*PROBLEM TO WORK ON:* Set the whole listing down again, word for word, with no pictures.

*DATA SUPPLIED:*
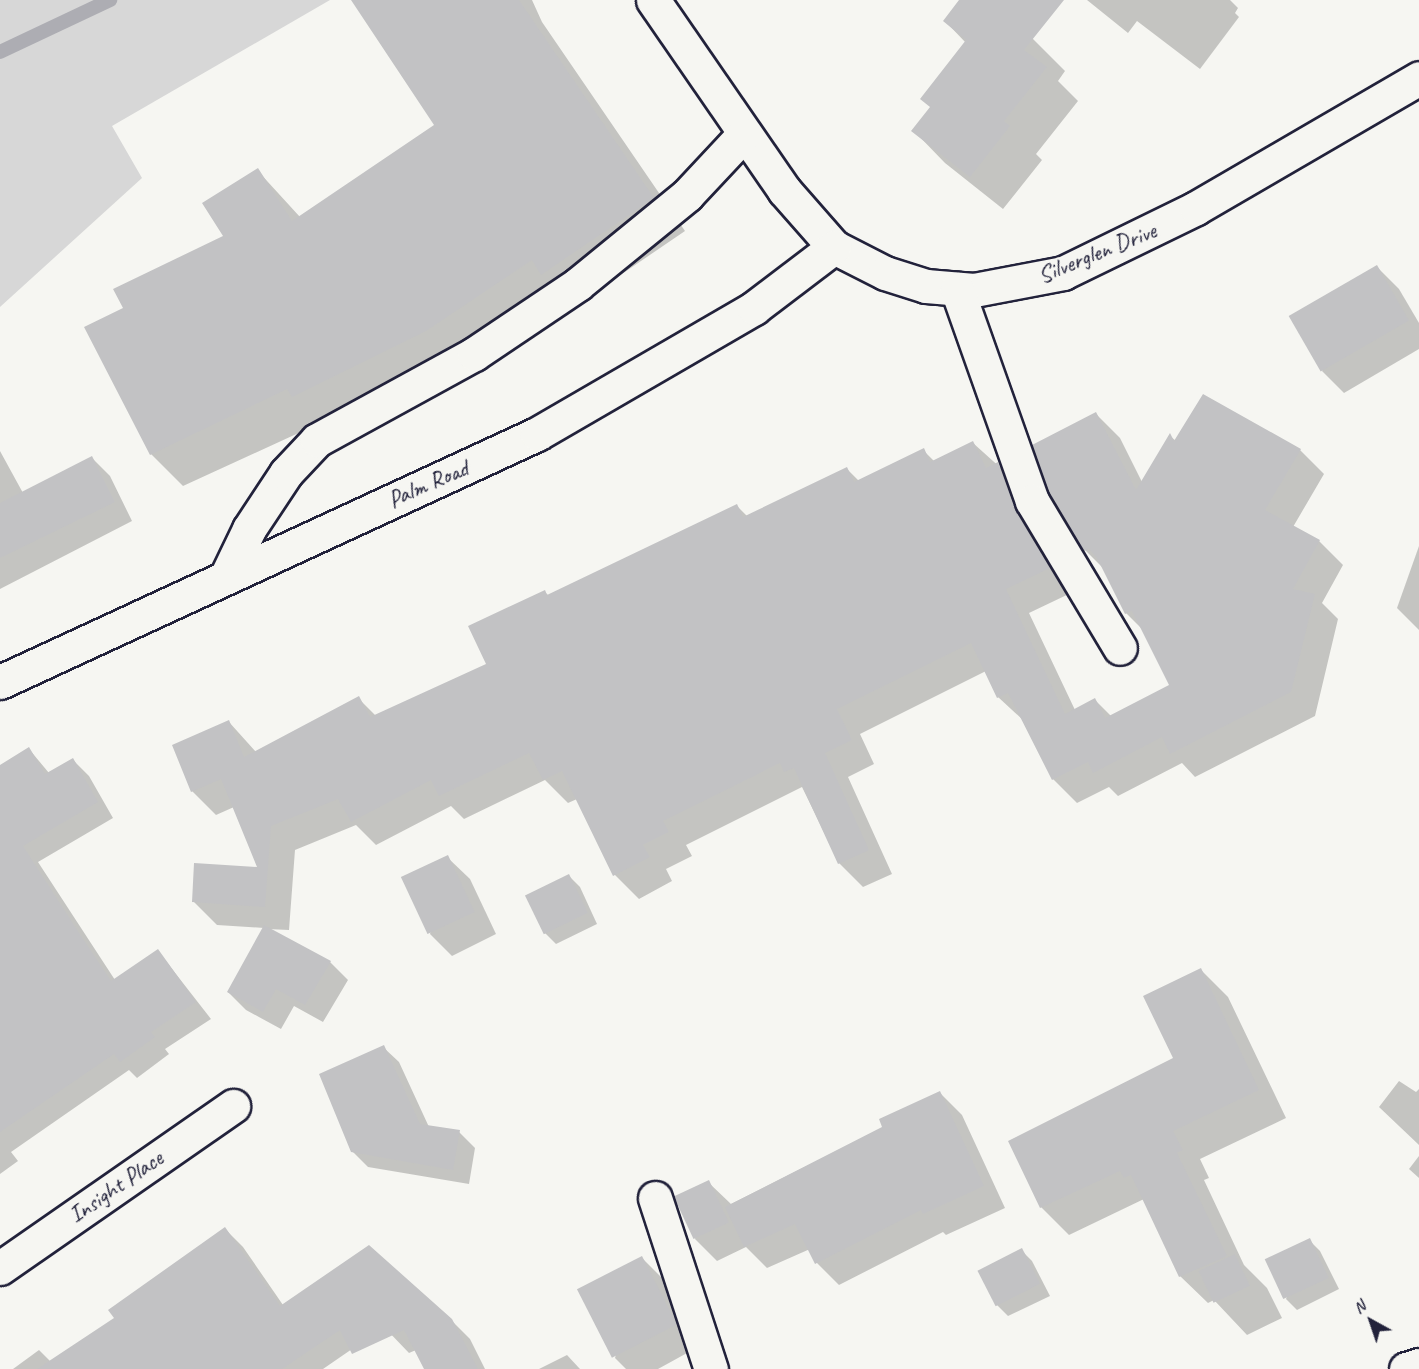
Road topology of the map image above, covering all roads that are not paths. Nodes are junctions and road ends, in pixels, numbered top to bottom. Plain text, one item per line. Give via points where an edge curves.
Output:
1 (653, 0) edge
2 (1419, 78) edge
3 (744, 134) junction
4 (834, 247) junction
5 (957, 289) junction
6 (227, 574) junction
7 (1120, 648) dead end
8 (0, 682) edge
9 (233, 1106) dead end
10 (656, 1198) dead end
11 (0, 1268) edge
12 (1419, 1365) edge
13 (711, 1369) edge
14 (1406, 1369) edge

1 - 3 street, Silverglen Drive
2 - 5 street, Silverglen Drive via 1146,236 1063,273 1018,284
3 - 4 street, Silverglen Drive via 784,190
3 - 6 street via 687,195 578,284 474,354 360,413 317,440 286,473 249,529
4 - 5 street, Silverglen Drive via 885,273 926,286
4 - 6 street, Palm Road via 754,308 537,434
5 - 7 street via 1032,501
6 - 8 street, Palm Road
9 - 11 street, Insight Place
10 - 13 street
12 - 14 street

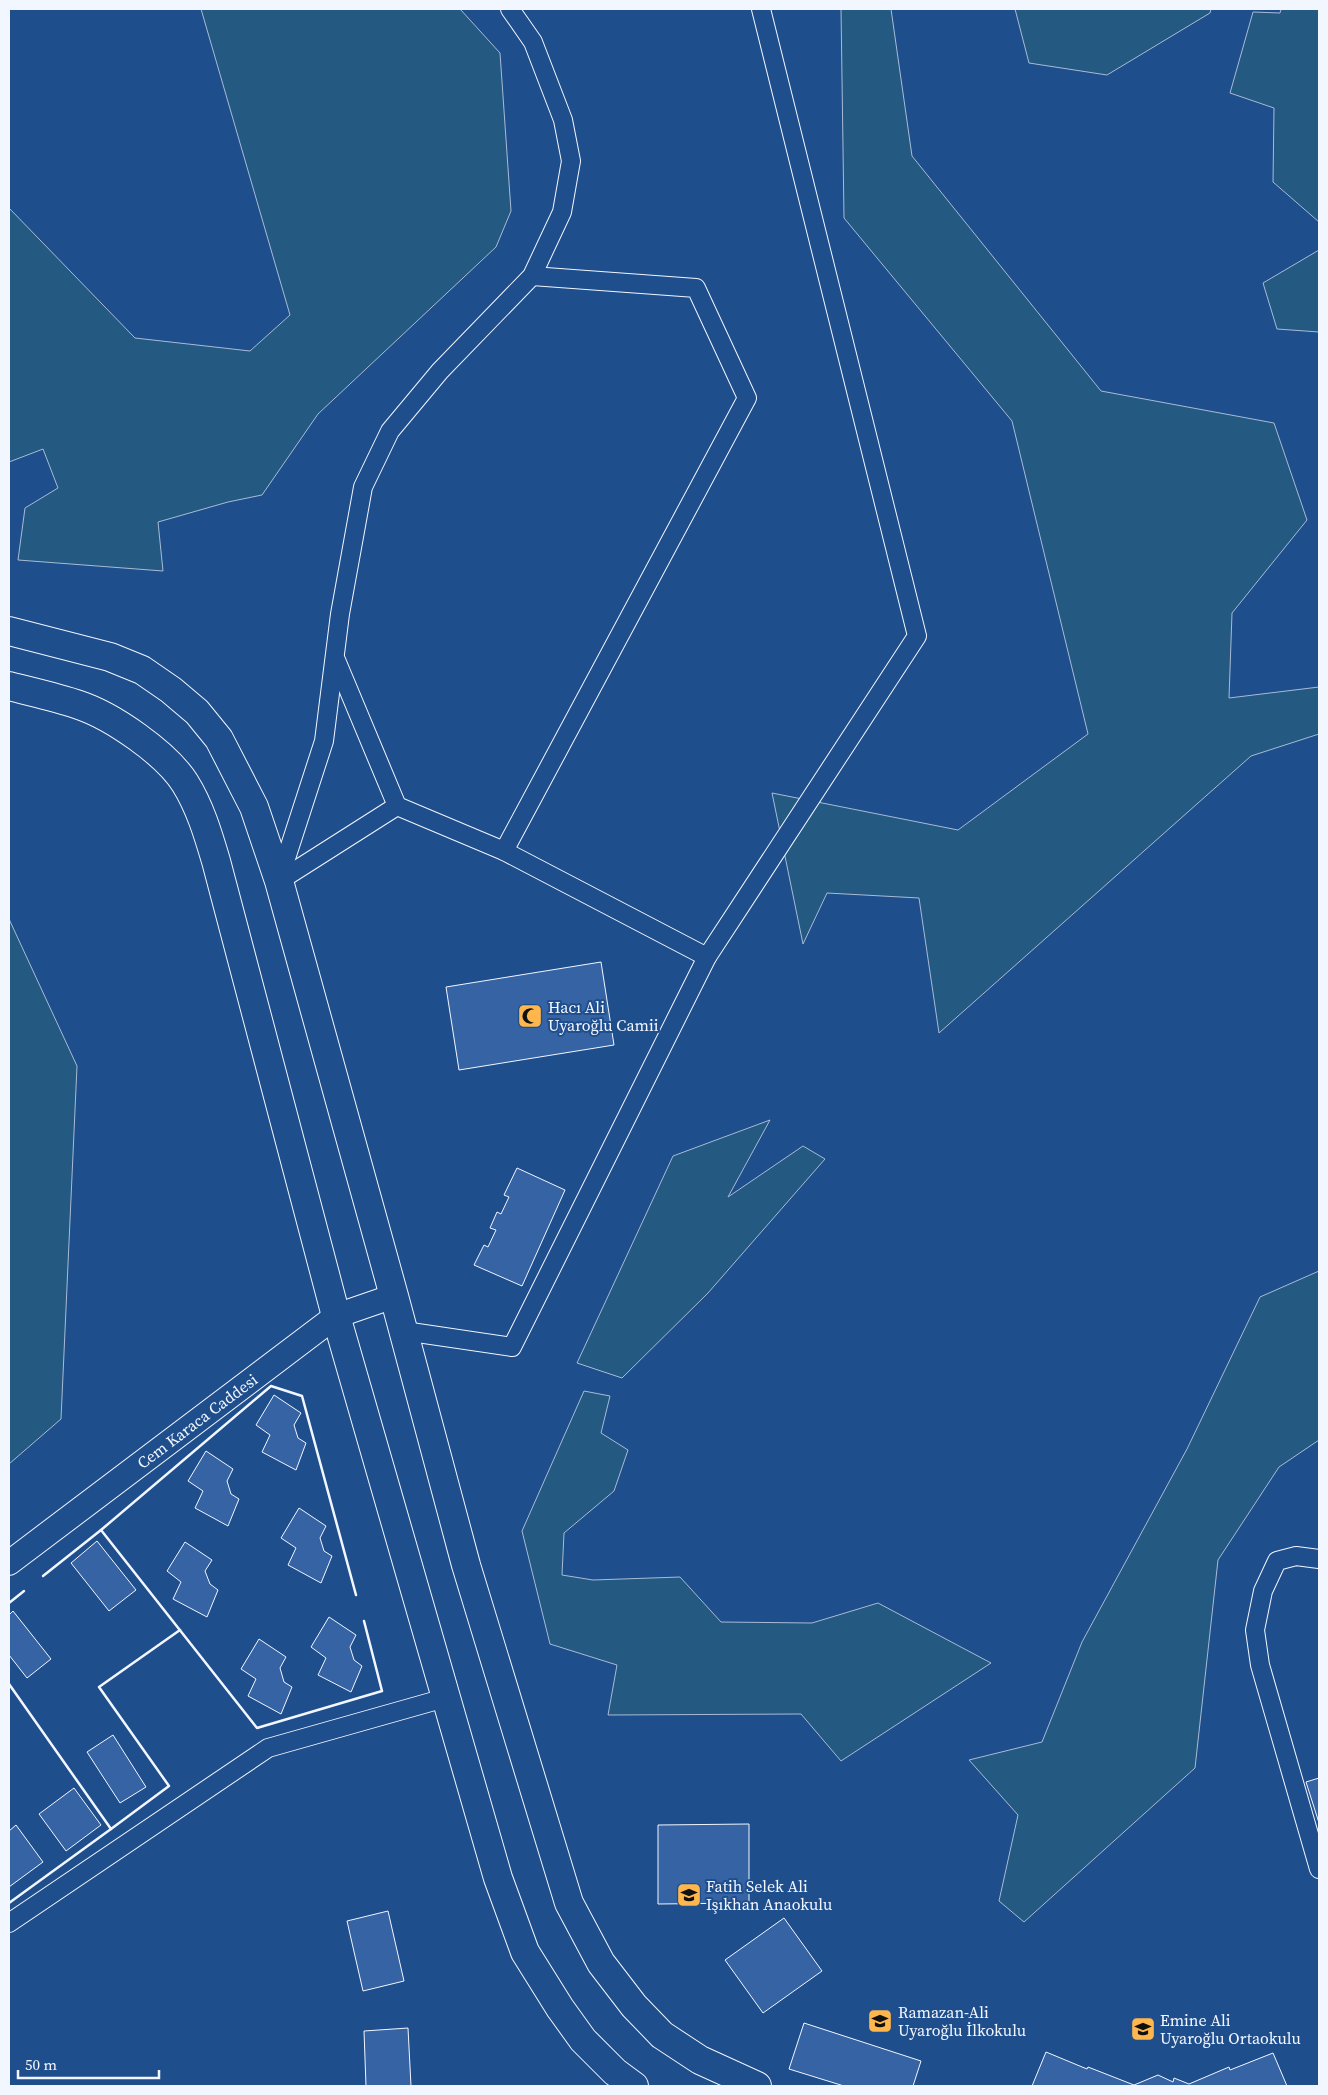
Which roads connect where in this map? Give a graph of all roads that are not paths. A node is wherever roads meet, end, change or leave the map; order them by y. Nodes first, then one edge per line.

*RESPONSE:*
Road topology of the map image above, covering all roads that are not paths. Nodes are junctions and road ends, in pixels, numbered top to bottom. Plain text, one item per line. Give via points where an edge curves.
Output:
1 (653, 0) edge
2 (1419, 78) edge
3 (744, 134) junction
4 (834, 247) junction
5 (957, 289) junction
6 (227, 574) junction
7 (1120, 648) dead end
8 (0, 682) edge
9 (233, 1106) dead end
10 (656, 1198) dead end
11 (0, 1268) edge
12 (1419, 1365) edge
13 (711, 1369) edge
14 (1406, 1369) edge

1 - 3 street, Silverglen Drive
2 - 5 street, Silverglen Drive via 1146,236 1063,273 1018,284
3 - 4 street, Silverglen Drive via 784,190
3 - 6 street via 687,195 578,284 474,354 360,413 317,440 286,473 249,529
4 - 5 street, Silverglen Drive via 885,273 926,286
4 - 6 street, Palm Road via 754,308 537,434
5 - 7 street via 1032,501
6 - 8 street, Palm Road
9 - 11 street, Insight Place
10 - 13 street
12 - 14 street

Which roads connect where in this map? Give a graph of all roads that are not paths. A node is wherever roads meet, end, change or leave the map; order them by y. Nodes first, then one edge per line.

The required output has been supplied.